We bootstrapped 4me. After the founders had had sold their previous companies, they teamed up to build this new service management solution in which all customers could decide to work together.
This required completely different technology that would allow millions of people to work together concurrently. So the infrastructure would need to be horizontally scalable in a way that our industry had never seen before.
We know it would take a few years to build our MVP. But knowing that we would burn through our savings is one thing; seeing our spouses getting increasingly worried is quite another.
In the end it did take us 2 full years to build the MVP, but then still needed to find a launching customer if we wanted to further delay the moment when we would need to accept VC funding. This was a stressful time. It was not always clear that we were going to make it.
Our solution is built for the largest most complex organizations, but they were understandably uncomfortable doing business with a startup that was made up of only 4 people.
How do people get involved/buy into your vision?
We want to work with managed service providers (MSPs). They are also struggling because their customers want the specialists of the MSP to work in the customer’s service management solution.

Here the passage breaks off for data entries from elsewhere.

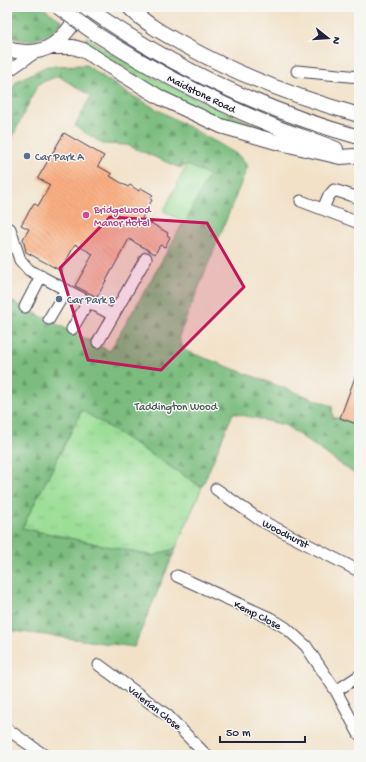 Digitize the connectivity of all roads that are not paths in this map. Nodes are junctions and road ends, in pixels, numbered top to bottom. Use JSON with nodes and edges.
{"nodes":[{"id":1,"x":57,"y":7,"type":"edge"},
{"id":2,"x":85,"y":7,"type":"edge"},
{"id":3,"x":129,"y":7,"type":"edge"},
{"id":4,"x":51,"y":47,"type":"junction"},
{"id":5,"x":7,"y":49,"type":"edge"},
{"id":6,"x":36,"y":52,"type":"junction"},
{"id":7,"x":297,"y":71,"type":"dead end"},
{"id":8,"x":7,"y":72,"type":"edge"},
{"id":9,"x":359,"y":77,"type":"edge"},
{"id":10,"x":359,"y":115,"type":"edge"},
{"id":11,"x":359,"y":137,"type":"edge"},
{"id":12,"x":357,"y":156,"type":"edge"},
{"id":13,"x":359,"y":198,"type":"edge"},
{"id":14,"x":301,"y":200,"type":"dead end"},
{"id":15,"x":323,"y":209,"type":"junction"},
{"id":16,"x":359,"y":223,"type":"edge"},
{"id":17,"x":7,"y":230,"type":"edge"},
{"id":18,"x":146,"y":258,"type":"dead end"},
{"id":19,"x":41,"y":276,"type":"junction"},
{"id":20,"x":66,"y":290,"type":"junction"},
{"id":21,"x":88,"y":302,"type":"junction"},
{"id":22,"x":24,"y":306,"type":"dead end"},
{"id":23,"x":113,"y":315,"type":"junction"},
{"id":24,"x":49,"y":319,"type":"dead end"},
{"id":25,"x":72,"y":329,"type":"dead end"},
{"id":26,"x":98,"y":342,"type":"dead end"},
{"id":27,"x":216,"y":489,"type":"dead end"},
{"id":28,"x":359,"y":571,"type":"edge"},
{"id":29,"x":177,"y":576,"type":"dead end"},
{"id":30,"x":99,"y":664,"type":"dead end"},
{"id":31,"x":359,"y":676,"type":"edge"},
{"id":32,"x":336,"y":691,"type":"junction"},
{"id":33,"x":7,"y":729,"type":"edge"},
{"id":34,"x":359,"y":734,"type":"edge"},
{"id":35,"x":44,"y":755,"type":"edge"},
{"id":36,"x":206,"y":755,"type":"edge"}],
"edges":[{"from":1,"to":12,"type":"main road","name":"Maidstone Road","bridge":true},
{"from":2,"to":4,"type":"main road"},
{"from":2,"to":11,"type":"main road"},
{"from":3,"to":10,"type":"main road"},
{"from":4,"to":6,"type":"main road"},
{"from":4,"to":12,"type":"main road"},
{"from":5,"to":6,"type":"main road"},
{"from":6,"to":8,"type":"street"},
{"from":7,"to":9,"type":"street"},
{"from":13,"to":15,"type":"street"},
{"from":14,"to":15,"type":"street"},
{"from":15,"to":16,"type":"street"},
{"from":17,"to":19,"type":"street"},
{"from":18,"to":23,"type":"street"},
{"from":19,"to":20,"type":"street"},
{"from":19,"to":22,"type":"street"},
{"from":20,"to":21,"type":"street"},
{"from":20,"to":24,"type":"street"},
{"from":21,"to":23,"type":"street"},
{"from":21,"to":25,"type":"street"},
{"from":23,"to":26,"type":"street"},
{"from":27,"to":28,"type":"street","name":"Woodhurst"},
{"from":29,"to":32,"type":"street","name":"Kemp Close"},
{"from":30,"to":36,"type":"street","name":"Valerian Close"},
{"from":31,"to":32,"type":"street"},
{"from":32,"to":34,"type":"street","name":"Kemp Close"},
{"from":33,"to":35,"type":"street"}]}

But that is unworkable for MSPs because they cannot ask their specialists to log into a different solution every time they need to resolve an issue for a different customer.
And the customers do not really like this either because they would need to pay for the software licenses that will be used by the MSP’s specialists.
So MSPs are realizing that if they use 4me, they can at least already make their customers that use 4me happy. Those customers will think twice before leaving the MSP because they may not get the seamless interaction when the sign up with another MSP that does not use 4me.
The more MSPs work with 4me, the more customers also start using 4me, because their customers see that their MSP selected 4me, so it must be an advanced solution.
In countries like Belgium and the Netherlands you can already walk into a random enterprise organization and find that at least 2 of their external service providers are already using 4me internally. We are quickly getting to this level of adoption in Germany as well now, followed by the UK and South Africa.